Ho dei problemi quando ti presenti con una produzione superfiga e ti atteggi da superfigo. Allora sì. Allora mi allontano per antipatia, rimanendo freddo e analitico.
Le orecchie di Will Smith e la speranza di vedere Rosario Dawson ignuda mi hanno fatto vedere il film fino alla fine. Bello. Bravi. Ammericano.
Anni fa, leggendo una recensione di Il mio grosso grasso matrimonio greco, ho trovato una frase illuminante: il film è stato un successo perché non tutti ridono con i film di Woody Allen.
Muccino in versione states è la stessa cosa. Se l’unico film che hai visto in vita tua è Treciento, è chiaro che la regia muccinesca è una roba che manco Kubrick.

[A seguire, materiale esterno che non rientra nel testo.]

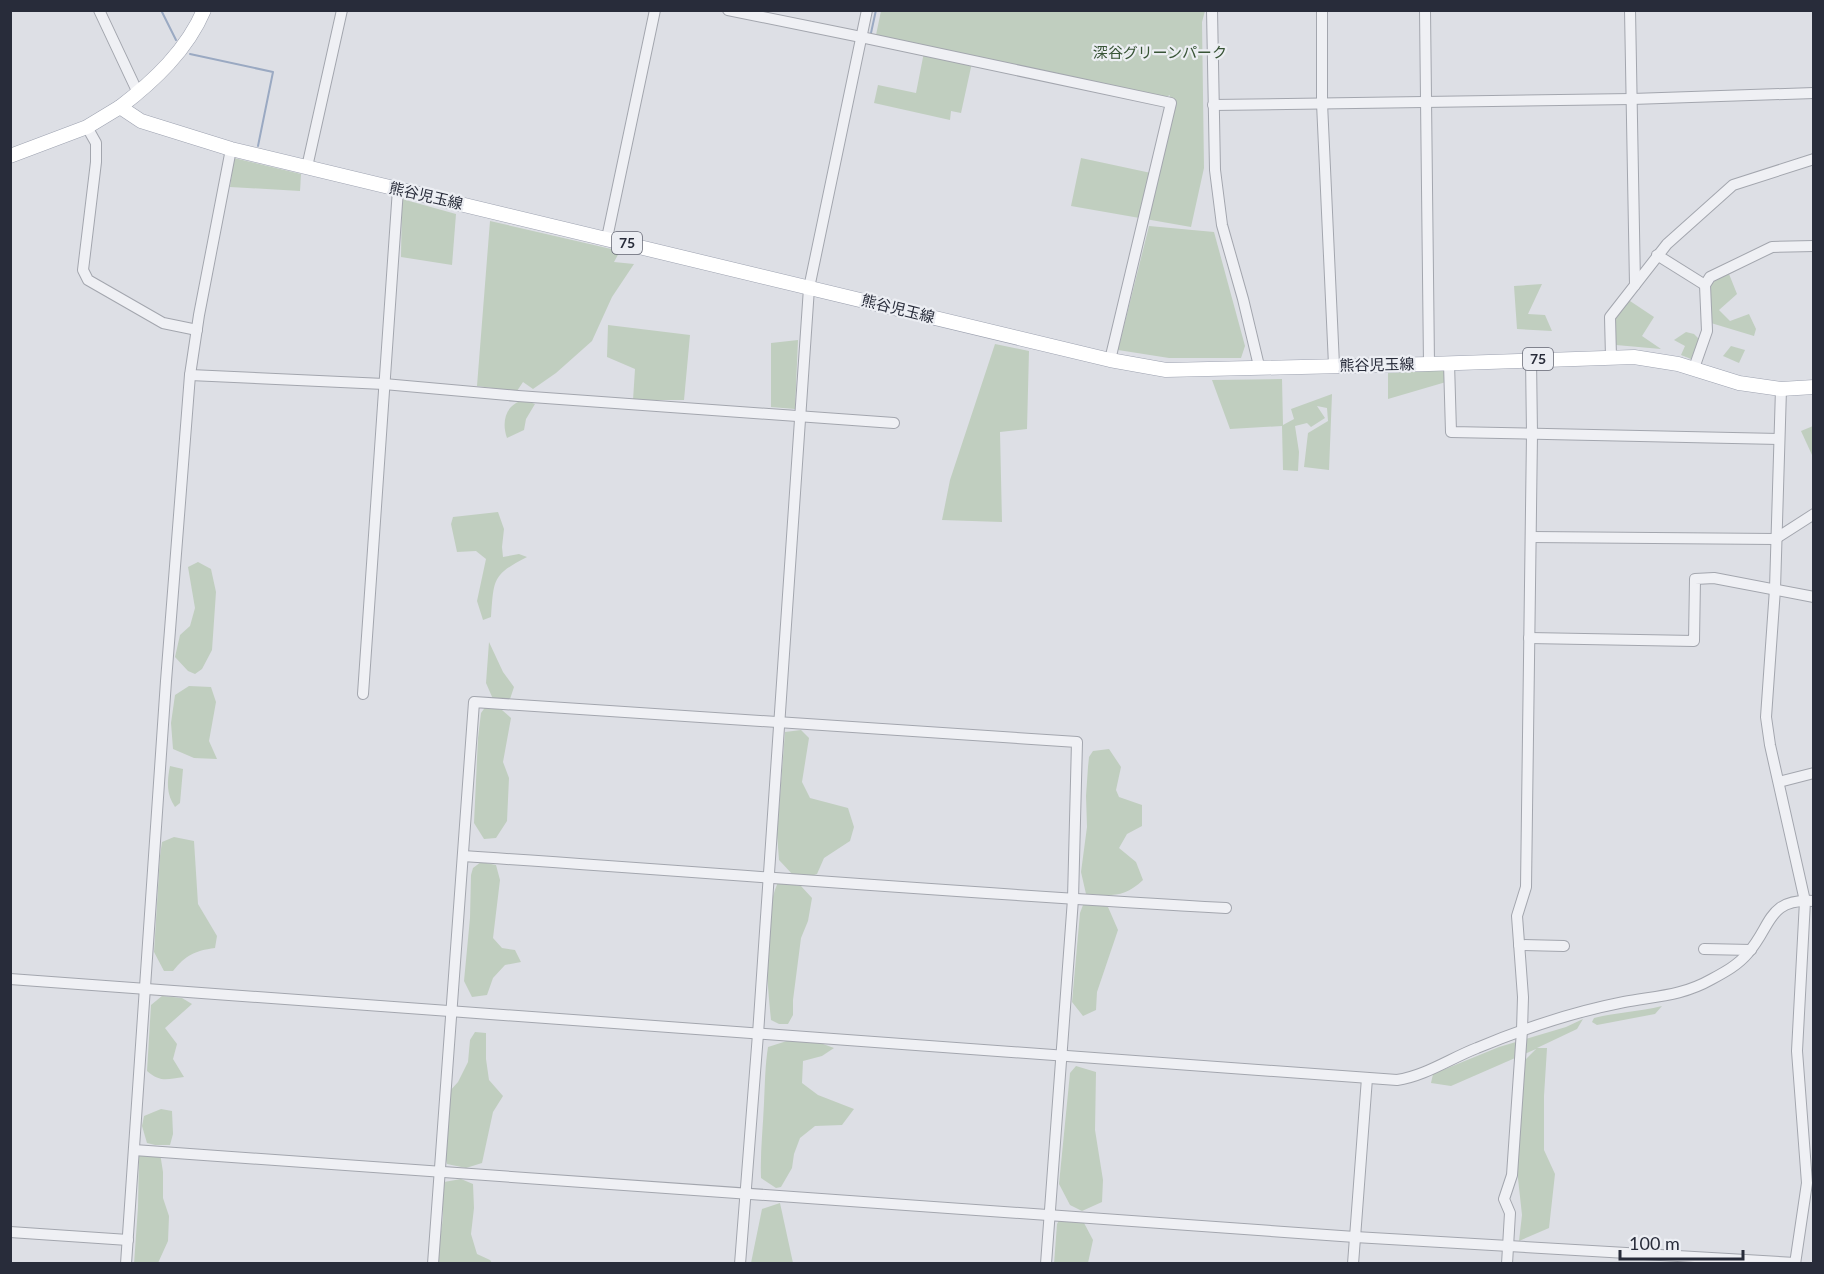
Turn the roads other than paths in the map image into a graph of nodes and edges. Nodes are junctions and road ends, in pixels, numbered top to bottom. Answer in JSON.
{"nodes":[{"id":1,"x":99,"y":10,"type":"edge"},
{"id":2,"x":204,"y":10,"type":"edge"},
{"id":3,"x":342,"y":10,"type":"edge"},
{"id":4,"x":655,"y":10,"type":"edge"},
{"id":5,"x":728,"y":10,"type":"edge"},
{"id":6,"x":867,"y":10,"type":"edge"},
{"id":7,"x":1212,"y":10,"type":"edge"},
{"id":8,"x":1322,"y":10,"type":"edge"},
{"id":9,"x":1425,"y":10,"type":"edge"},
{"id":10,"x":1630,"y":10,"type":"edge"},
{"id":11,"x":861,"y":37,"type":"junction"},
{"id":12,"x":138,"y":93,"type":"junction"},
{"id":13,"x":1814,"y":93,"type":"edge"},
{"id":14,"x":1632,"y":99,"type":"junction"},
{"id":15,"x":1427,"y":101,"type":"junction"},
{"id":16,"x":1322,"y":103,"type":"junction"},
{"id":17,"x":1213,"y":105,"type":"junction"},
{"id":18,"x":120,"y":107,"type":"junction"},
{"id":19,"x":87,"y":127,"type":"junction"},
{"id":20,"x":231,"y":149,"type":"junction"},
{"id":21,"x":10,"y":156,"type":"edge"},
{"id":22,"x":1814,"y":159,"type":"edge"},
{"id":23,"x":307,"y":167,"type":"junction"},
{"id":24,"x":398,"y":189,"type":"junction"},
{"id":25,"x":607,"y":238,"type":"junction"},
{"id":26,"x":1814,"y":246,"type":"edge"},
{"id":27,"x":1657,"y":255,"type":"junction"},
{"id":28,"x":1635,"y":285,"type":"junction"},
{"id":29,"x":1705,"y":285,"type":"junction"},
{"id":30,"x":809,"y":288,"type":"junction"},
{"id":31,"x":197,"y":330,"type":"junction"},
{"id":32,"x":1611,"y":357,"type":"junction"},
{"id":33,"x":1531,"y":359,"type":"junction"},
{"id":34,"x":1110,"y":360,"type":"junction"},
{"id":35,"x":1449,"y":363,"type":"junction"},
{"id":36,"x":1429,"y":364,"type":"junction"},
{"id":37,"x":1334,"y":365,"type":"junction"},
{"id":38,"x":1259,"y":366,"type":"junction"},
{"id":39,"x":1694,"y":368,"type":"junction"},
{"id":40,"x":190,"y":375,"type":"junction"},
{"id":41,"x":384,"y":384,"type":"junction"},
{"id":42,"x":1814,"y":387,"type":"edge"},
{"id":43,"x":1781,"y":390,"type":"junction"},
{"id":44,"x":801,"y":416,"type":"junction"},
{"id":45,"x":894,"y":423,"type":"dead end"},
{"id":46,"x":1532,"y":434,"type":"junction"},
{"id":47,"x":1779,"y":439,"type":"junction"},
{"id":48,"x":1814,"y":514,"type":"edge"},
{"id":49,"x":1531,"y":537,"type":"junction"},
{"id":50,"x":1775,"y":539,"type":"junction"},
{"id":51,"x":1775,"y":589,"type":"junction"},
{"id":52,"x":1814,"y":597,"type":"edge"},
{"id":53,"x":1529,"y":638,"type":"junction"},
{"id":54,"x":363,"y":694,"type":"dead end"},
{"id":55,"x":779,"y":723,"type":"junction"},
{"id":56,"x":1814,"y":773,"type":"edge"},
{"id":57,"x":1779,"y":783,"type":"junction"},
{"id":58,"x":463,"y":856,"type":"junction"},
{"id":59,"x":769,"y":876,"type":"junction"},
{"id":60,"x":1073,"y":899,"type":"junction"},
{"id":61,"x":1809,"y":901,"type":"edge"},
{"id":62,"x":1226,"y":908,"type":"dead end"},
{"id":63,"x":1519,"y":945,"type":"junction"},
{"id":64,"x":1563,"y":945,"type":"dead end"},
{"id":65,"x":1704,"y":949,"type":"dead end"},
{"id":66,"x":1751,"y":950,"type":"junction"},
{"id":67,"x":10,"y":979,"type":"edge"},
{"id":68,"x":145,"y":990,"type":"junction"},
{"id":69,"x":452,"y":1012,"type":"junction"},
{"id":70,"x":1522,"y":1030,"type":"junction"},
{"id":71,"x":758,"y":1034,"type":"junction"},
{"id":72,"x":1063,"y":1056,"type":"junction"},
{"id":73,"x":1367,"y":1078,"type":"junction"},
{"id":74,"x":134,"y":1150,"type":"junction"},
{"id":75,"x":440,"y":1171,"type":"junction"},
{"id":76,"x":746,"y":1193,"type":"junction"},
{"id":77,"x":1049,"y":1215,"type":"junction"},
{"id":78,"x":10,"y":1232,"type":"edge"},
{"id":79,"x":1355,"y":1237,"type":"junction"},
{"id":80,"x":128,"y":1240,"type":"junction"},
{"id":81,"x":1508,"y":1246,"type":"junction"},
{"id":82,"x":126,"y":1263,"type":"edge"},
{"id":83,"x":434,"y":1263,"type":"edge"},
{"id":84,"x":740,"y":1263,"type":"edge"},
{"id":85,"x":1046,"y":1263,"type":"edge"},
{"id":86,"x":1353,"y":1263,"type":"edge"},
{"id":87,"x":1507,"y":1263,"type":"edge"},
{"id":88,"x":1795,"y":1263,"type":"edge"}],
"edges":[{"from":1,"to":12,"type":"street"},
{"from":2,"to":12,"type":"main road"},
{"from":3,"to":23,"type":"street"},
{"from":4,"to":25,"type":"street"},
{"from":5,"to":11,"type":"street"},
{"from":6,"to":11,"type":"street"},
{"from":7,"to":17,"type":"street"},
{"from":8,"to":16,"type":"street"},
{"from":9,"to":15,"type":"street"},
{"from":10,"to":14,"type":"street"},
{"from":11,"to":30,"type":"street"},
{"from":11,"to":34,"type":"street"},
{"from":12,"to":18,"type":"main road"},
{"from":13,"to":14,"type":"street"},
{"from":14,"to":15,"type":"street"},
{"from":14,"to":28,"type":"street"},
{"from":15,"to":16,"type":"street"},
{"from":15,"to":36,"type":"street"},
{"from":16,"to":17,"type":"street"},
{"from":16,"to":37,"type":"street"},
{"from":17,"to":38,"type":"street"},
{"from":18,"to":19,"type":"main road"},
{"from":18,"to":20,"type":"main road","name":"熊谷児玉線","number":"75"},
{"from":19,"to":21,"type":"main road"},
{"from":19,"to":31,"type":"street"},
{"from":20,"to":23,"type":"main road","name":"熊谷児玉線","number":"75"},
{"from":20,"to":31,"type":"street"},
{"from":22,"to":27,"type":"street"},
{"from":23,"to":24,"type":"main road","name":"熊谷児玉線","number":"75"},
{"from":24,"to":25,"type":"main road","name":"熊谷児玉線","number":"75"},
{"from":24,"to":41,"type":"street"},
{"from":25,"to":30,"type":"main road","name":"熊谷児玉線","number":"75"},
{"from":26,"to":29,"type":"street"},
{"from":27,"to":28,"type":"street"},
{"from":27,"to":29,"type":"street"},
{"from":28,"to":32,"type":"street"},
{"from":29,"to":39,"type":"street"},
{"from":30,"to":34,"type":"main road","name":"熊谷児玉線","number":"75"},
{"from":30,"to":44,"type":"street"},
{"from":31,"to":40,"type":"street"},
{"from":32,"to":33,"type":"main road","name":"熊谷児玉線","number":"75"},
{"from":32,"to":39,"type":"main road","name":"熊谷児玉線","number":"75"},
{"from":33,"to":35,"type":"main road","name":"熊谷児玉線","number":"75"},
{"from":33,"to":46,"type":"street"},
{"from":34,"to":38,"type":"main road","name":"熊谷児玉線","number":"75"},
{"from":35,"to":36,"type":"main road","name":"熊谷児玉線","number":"75"},
{"from":35,"to":46,"type":"street"},
{"from":36,"to":37,"type":"main road","name":"熊谷児玉線","number":"75"},
{"from":37,"to":38,"type":"main road","name":"熊谷児玉線","number":"75"},
{"from":39,"to":43,"type":"main road","name":"熊谷児玉線","number":"75"},
{"from":40,"to":41,"type":"street"},
{"from":40,"to":68,"type":"street"},
{"from":41,"to":44,"type":"street"},
{"from":41,"to":54,"type":"street"},
{"from":42,"to":43,"type":"main road","name":"熊谷児玉線","number":"75"},
{"from":43,"to":47,"type":"street"},
{"from":44,"to":45,"type":"street"},
{"from":44,"to":55,"type":"street"},
{"from":46,"to":47,"type":"street"},
{"from":46,"to":49,"type":"street"},
{"from":47,"to":50,"type":"street"},
{"from":48,"to":50,"type":"street"},
{"from":49,"to":50,"type":"street"},
{"from":49,"to":53,"type":"street"},
{"from":50,"to":51,"type":"street"},
{"from":51,"to":52,"type":"street"},
{"from":51,"to":53,"type":"street"},
{"from":51,"to":57,"type":"street"},
{"from":53,"to":63,"type":"street"},
{"from":55,"to":58,"type":"street"},
{"from":55,"to":59,"type":"street"},
{"from":55,"to":60,"type":"street"},
{"from":56,"to":57,"type":"street"},
{"from":57,"to":61,"type":"street"},
{"from":58,"to":59,"type":"street"},
{"from":58,"to":69,"type":"street"},
{"from":59,"to":60,"type":"street"},
{"from":59,"to":71,"type":"street"},
{"from":60,"to":62,"type":"street"},
{"from":60,"to":72,"type":"street"},
{"from":61,"to":66,"type":"street"},
{"from":61,"to":88,"type":"street"},
{"from":63,"to":64,"type":"street"},
{"from":63,"to":70,"type":"street"},
{"from":65,"to":66,"type":"street"},
{"from":66,"to":70,"type":"street"},
{"from":67,"to":68,"type":"street"},
{"from":68,"to":69,"type":"street"},
{"from":68,"to":74,"type":"street"},
{"from":69,"to":71,"type":"street"},
{"from":69,"to":75,"type":"street"},
{"from":70,"to":73,"type":"street"},
{"from":70,"to":81,"type":"street"},
{"from":71,"to":72,"type":"street"},
{"from":71,"to":76,"type":"street"},
{"from":72,"to":73,"type":"street"},
{"from":72,"to":77,"type":"street"},
{"from":73,"to":79,"type":"street"},
{"from":74,"to":75,"type":"street"},
{"from":74,"to":80,"type":"street"},
{"from":75,"to":76,"type":"street"},
{"from":75,"to":83,"type":"street"},
{"from":76,"to":77,"type":"street"},
{"from":76,"to":84,"type":"street"},
{"from":77,"to":79,"type":"street"},
{"from":77,"to":85,"type":"street"},
{"from":78,"to":80,"type":"street"},
{"from":79,"to":81,"type":"street"},
{"from":79,"to":86,"type":"street"},
{"from":80,"to":82,"type":"street"},
{"from":81,"to":87,"type":"street"},
{"from":81,"to":88,"type":"street"}]}
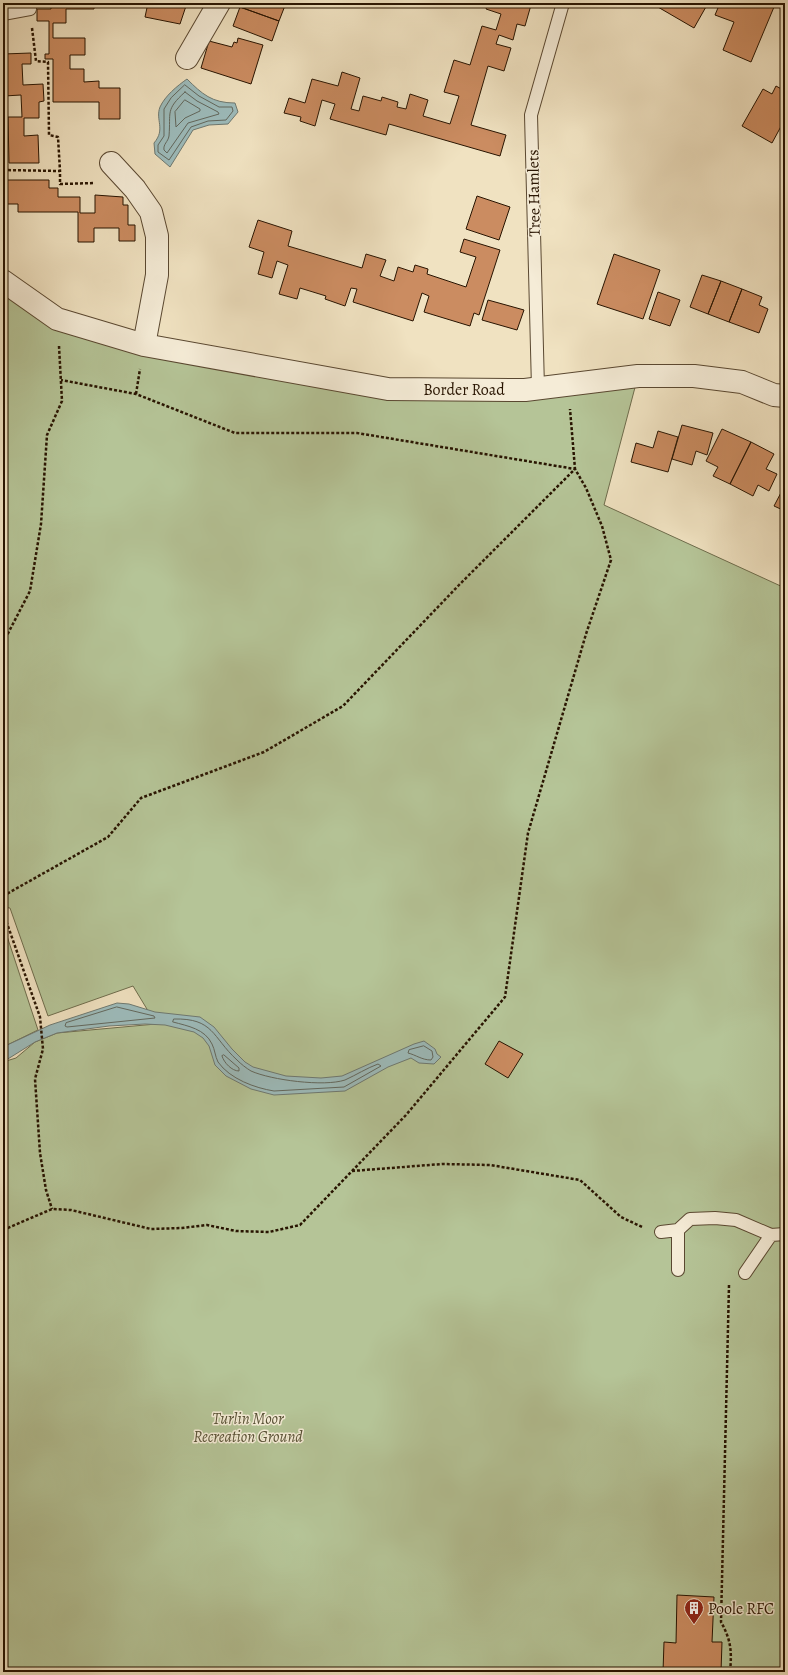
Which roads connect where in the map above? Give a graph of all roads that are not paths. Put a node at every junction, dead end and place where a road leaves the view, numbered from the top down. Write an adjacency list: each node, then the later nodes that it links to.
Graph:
1 (220, 3): 5 (street)
2 (563, 3): 9 (lane, Tree Hamlets)
3 (30, 9): 4 (lane)
4 (3, 14)
5 (187, 58)
6 (112, 163): 8 (street)
7 (3, 281): 8 (street, Border Road)
8 (144, 345): 9 (street, Border Road)
9 (538, 388): 10 (street, Border Road)
10 (785, 396)
11 (678, 1230): 12 (lane); 14 (lane); 15 (lane)
12 (661, 1232)
13 (785, 1234): 14 (lane)
14 (771, 1235): 16 (lane)
15 (678, 1270)
16 (745, 1273)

Dipende tutto da dove parti, non da dove arrivi e con che macchina ci vai.
Per cui bravo. Facciamo vedere un po’ di non-linearità e di lentezza a quelli che si sono dimenticati tutto quello che hanno fatto dagli anni ’60 fino al 1985.
Va bene.
Però ci sono delle cose difficili da accettare, su un impianto narrativo realistico, con una produzione come quella. Possibile che nessuno gli abbia detto niente?
Possibile che nessuno abbia alzato il telefono dicendo:
- “Signori, sullo script ci sono dei problemi a livello medico e zoologico. Risolveteli o ci facciamo la figura dei cioccolatai.”
Partiamo da quelli medici.
Io, che sono l’ultimo scrittorucolo del pianeta, non lavoro a Hollywood e non muovo milioni di dollari, se devo scrivere qualcosa di medico, chiedo aiuto.
A chi? A un dottore.
Così, vedendo il finale di Sette Anime, ho cercato risposte alle mie domande.
Nello specifico ho chiesto al Dottor Claudio Falco. (Ho giocato “in casa”, visto che oltre a lavorare in ospedale è anche mio collega su Dampyr.)
Gli ho fatto una domanda semplice:
- “Il cuore di un uomo morto per arresto cardiaco, in seguito ad un avvelenamento causato da veleno/tossine animali, può essere trapiantato?”
La sua risposta è stata altrettanto semplice:
- “No. A prescindere dalla presenza del veleno, gli organi per un trapianto, ad eccezione delle cornee e dell’osso, possono essere espiantati solo da un soggetto in cui non ci sia più attività cerebrale, ma nel quale il cuore batta ancora (in pratica, in coma irreversibile), altrimenti i tessuti risultano alterati.”
Per cui, è possibile trapiantare il cuore di uno colpito dal veleno di una cubomedusa, a patto che non ci sia attività celebrale.
Nel film si vede, si vede che Will Smith è in coma quando gli vengono espiantati gli organi. E qui arrivano i problemi zoologici.
Ho parlato con un biologo marino. (di nuovo, ho giocato in casa, mio padre è un fotografo subacqueo) Il veleno della cubomedusa, iniettato nell’organismo attraverso le nematocisti, provoca arresto polmonare e cardiaco in meno di mezz’ora.
Ferma.
Il.
Cuore.
Per cui, cuore fermo e trapianto un paio di palle.
Una singola cubomedusa ha veleno sufficiente per uccidere 50 persone in mare aperto, mettila in una vasca da bagno con te dentro e fai tu le proporzioni.
La domanda al dottore era specifica, sull’arresto cardiaco, perché la morte da cubomedusa avviene per quel motivo lì.
Willy non è morto, l’hanno preso quasi in tempo, va bene.
Arrivano a ruota altri due problemi.
Uno: c’è un antidoto al veleno della cubomedusa.
Se i paramedici arrivano con Willy ancora in vita, e hanno tutto il tempo di portarlo in ospedale ed espiantare il suo cuore prima che il veleno fermi il suo cuore, perché non gli iniettano l’antidoto e gli salvano la vita?
Due: il biologo marino mi dice che le meduse sono organismi molto sensibili alla variazione di temperatura dell’acqua. Basta una differenza repentina di un paio di gradi per ucciderle. Diciamo che una medusa sguazza felice dai 13 gradi in su.
La cubomedusa di Willy se ne stava tranquilla in un secchio pieno d’acqua a temperatura ambiente, poi viene rovesciata in una vasca piena di acqua e ghiaccio.
La povera bestia sarebbe morta all’istante.
Subito.
Meno male che, a conti fatti, Rosario Dawson è bellissima anche con i vestiti addosso.